What You Need To Know:
Tony Jaa stars in ONG-BAK as Ting and he performs many stupendous stunts and martial arts moves, like leaping over small cars and climbing and jumping over and off the heads of the many gangsters chasing him. The fighting and chasing is virtually relentless, and the violence is sometimes bone crunching. The story also contains strong obscenities, brief drug use, gambling, and a plot involving the worship of Buddhist idols.
(PaPaPa, FRFRFR, B, H, LL, VVV, S, N, A, DD, MM) Very strong pagan Buddhist worldview with a somewhat moral defeat of humanist evil and an implicit defense of religious belief, and humanist gangster villain declares his hatred of religion and says, “I am God”; 19 obscenities (including a few “f” words); sometimes very strong martial arts violence and much action violence includes men climb tree and throw others off tree in order to get flag during some kind of village holiday, punching, kicking, fighter hits another fighter with chairs, tables, sign, and other objects, mini-cabs wreck during chase scene, some explosions, hero hits villains in head with his elbows and forearms, blow to top of man’s skull results in bloody wound, arms broken, guns fired, man shot, hero delivers death blow to villain with his knees, large statue falls on man and destroys heavy wood platform, debris pins man; villain unbuttons blouse and kisses woman as she is lying down but stops because she doesn’t respond; upper male nudity in some fight scenes, rear male nudity in one scene, and woman shown in bra; alcohol use in fight club scenes; smoking, evil man snorts cocaine, discussion mentions the fact that evil man sells drugs, and evil man rubs woman’s face in cocaine, giving her an overdose; and, stealing, confidence game, cheating at cards, illegal street fighting, and gambling, some of which is rebuked.
ONG-BAK: THE THAI WARRIOR is an entertaining martial arts thriller from Thailand, but it contains strong Buddhist content and plenty of violence.

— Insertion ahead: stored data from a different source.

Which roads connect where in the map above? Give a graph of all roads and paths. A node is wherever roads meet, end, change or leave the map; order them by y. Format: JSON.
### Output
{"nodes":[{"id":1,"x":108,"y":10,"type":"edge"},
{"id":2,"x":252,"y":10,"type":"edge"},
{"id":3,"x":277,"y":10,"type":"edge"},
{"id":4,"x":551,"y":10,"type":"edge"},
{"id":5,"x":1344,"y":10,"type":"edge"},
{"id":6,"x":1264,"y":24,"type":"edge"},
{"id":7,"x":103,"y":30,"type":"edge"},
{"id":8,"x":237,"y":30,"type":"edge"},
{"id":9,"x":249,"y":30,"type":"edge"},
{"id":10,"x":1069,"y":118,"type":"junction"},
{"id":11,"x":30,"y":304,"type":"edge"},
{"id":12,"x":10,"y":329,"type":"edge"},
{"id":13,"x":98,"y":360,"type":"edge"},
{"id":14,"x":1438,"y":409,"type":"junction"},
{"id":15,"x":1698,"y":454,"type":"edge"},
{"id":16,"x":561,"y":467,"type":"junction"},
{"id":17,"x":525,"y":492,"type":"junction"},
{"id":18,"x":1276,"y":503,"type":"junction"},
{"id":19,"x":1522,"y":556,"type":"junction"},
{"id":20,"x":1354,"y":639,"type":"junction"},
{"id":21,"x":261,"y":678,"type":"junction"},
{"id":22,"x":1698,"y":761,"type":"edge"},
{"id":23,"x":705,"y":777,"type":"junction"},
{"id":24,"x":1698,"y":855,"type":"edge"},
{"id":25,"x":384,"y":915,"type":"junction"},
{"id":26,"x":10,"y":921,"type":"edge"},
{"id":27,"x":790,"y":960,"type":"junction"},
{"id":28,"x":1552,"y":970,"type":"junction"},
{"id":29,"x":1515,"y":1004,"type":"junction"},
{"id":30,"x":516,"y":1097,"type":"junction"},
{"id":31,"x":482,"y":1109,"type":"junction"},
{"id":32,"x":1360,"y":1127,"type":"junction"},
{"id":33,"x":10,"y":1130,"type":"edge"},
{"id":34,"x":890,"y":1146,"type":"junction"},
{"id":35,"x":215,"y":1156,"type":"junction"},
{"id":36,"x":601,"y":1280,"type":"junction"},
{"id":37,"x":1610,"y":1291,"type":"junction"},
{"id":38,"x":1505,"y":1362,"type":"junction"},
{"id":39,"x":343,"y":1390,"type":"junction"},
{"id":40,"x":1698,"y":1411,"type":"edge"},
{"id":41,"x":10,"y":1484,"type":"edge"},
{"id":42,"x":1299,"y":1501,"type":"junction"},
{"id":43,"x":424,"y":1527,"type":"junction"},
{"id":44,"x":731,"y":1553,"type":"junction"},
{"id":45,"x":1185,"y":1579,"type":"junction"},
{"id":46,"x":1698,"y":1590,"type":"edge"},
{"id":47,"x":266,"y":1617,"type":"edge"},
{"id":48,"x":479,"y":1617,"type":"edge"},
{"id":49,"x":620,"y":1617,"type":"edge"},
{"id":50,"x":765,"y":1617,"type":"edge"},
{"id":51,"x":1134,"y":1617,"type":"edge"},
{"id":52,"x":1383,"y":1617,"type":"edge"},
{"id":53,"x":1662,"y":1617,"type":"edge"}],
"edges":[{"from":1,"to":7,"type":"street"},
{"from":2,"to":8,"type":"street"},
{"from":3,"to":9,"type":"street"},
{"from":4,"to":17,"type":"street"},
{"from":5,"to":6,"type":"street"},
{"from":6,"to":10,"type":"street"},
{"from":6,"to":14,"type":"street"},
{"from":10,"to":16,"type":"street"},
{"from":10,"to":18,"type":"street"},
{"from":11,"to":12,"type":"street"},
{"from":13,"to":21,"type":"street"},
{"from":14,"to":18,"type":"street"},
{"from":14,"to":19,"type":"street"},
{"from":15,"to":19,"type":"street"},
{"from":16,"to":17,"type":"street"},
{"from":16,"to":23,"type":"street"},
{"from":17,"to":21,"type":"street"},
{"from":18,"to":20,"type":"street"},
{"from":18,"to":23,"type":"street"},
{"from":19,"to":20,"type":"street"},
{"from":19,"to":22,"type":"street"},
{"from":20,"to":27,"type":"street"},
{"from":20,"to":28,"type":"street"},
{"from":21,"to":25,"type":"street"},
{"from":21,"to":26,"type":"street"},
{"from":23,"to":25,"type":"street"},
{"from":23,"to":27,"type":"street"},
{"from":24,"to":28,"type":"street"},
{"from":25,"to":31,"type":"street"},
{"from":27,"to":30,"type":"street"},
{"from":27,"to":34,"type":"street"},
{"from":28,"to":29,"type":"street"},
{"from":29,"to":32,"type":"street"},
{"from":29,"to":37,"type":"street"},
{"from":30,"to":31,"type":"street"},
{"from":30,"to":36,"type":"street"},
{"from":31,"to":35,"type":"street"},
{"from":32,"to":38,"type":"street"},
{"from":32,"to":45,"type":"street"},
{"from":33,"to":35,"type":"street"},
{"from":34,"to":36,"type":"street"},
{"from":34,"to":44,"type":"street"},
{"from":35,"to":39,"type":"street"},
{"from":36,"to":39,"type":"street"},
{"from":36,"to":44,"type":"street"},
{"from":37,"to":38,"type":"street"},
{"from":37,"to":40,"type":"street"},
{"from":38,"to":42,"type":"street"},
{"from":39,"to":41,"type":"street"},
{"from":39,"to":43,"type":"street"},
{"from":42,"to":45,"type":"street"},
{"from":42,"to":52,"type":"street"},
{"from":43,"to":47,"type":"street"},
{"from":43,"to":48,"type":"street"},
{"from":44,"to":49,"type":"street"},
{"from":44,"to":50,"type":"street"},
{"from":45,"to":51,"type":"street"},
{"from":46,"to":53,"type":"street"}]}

The exciting story is about a rural village which sends Ting, the local expert in martial arts, to retrieve the stolen head of its sacred Buddha statue. A village elder gives Ting a letter for the elder’s son in Bangkok. In Bangkok, Ting finds that the elder’s son has changed his name to George. George lives as a petty thief on the streets and works with a young streetwise woman named Muay. When George finds out how well Ting can fight, he promises to help him only if Ting will win money for him in an illegal street fight.
The man who stole the statue’s head turns out to be linked to a gangster who peddles stolen antiquities. The gangster also spends his evenings betting on the illegal street fights. Ting persistently pursues the gangsters and the sacred village artifact, leading to amazing chase scenes and fight scenes.
Tony Jaa stars in ONG-BAK as Ting, and he performs many stupendous stunts and martial arts moves, like leaping over small cars and climbing and jumping over and off the heads of the many gangsters chasing him. The fighting and chasing is virtually relentless, and the violence is sometimes bone crunching. The story also contains a few strong obscenities and a plot involving the worship of Buddhist idols.
At one point, the head gangster declares to Ting that the only religion he cares about is himself. “I am God,” the gangster adds. Thus, it is Ting’s persistent Buddhist faith and courage that ultimately defeats the humanist forces of darkness.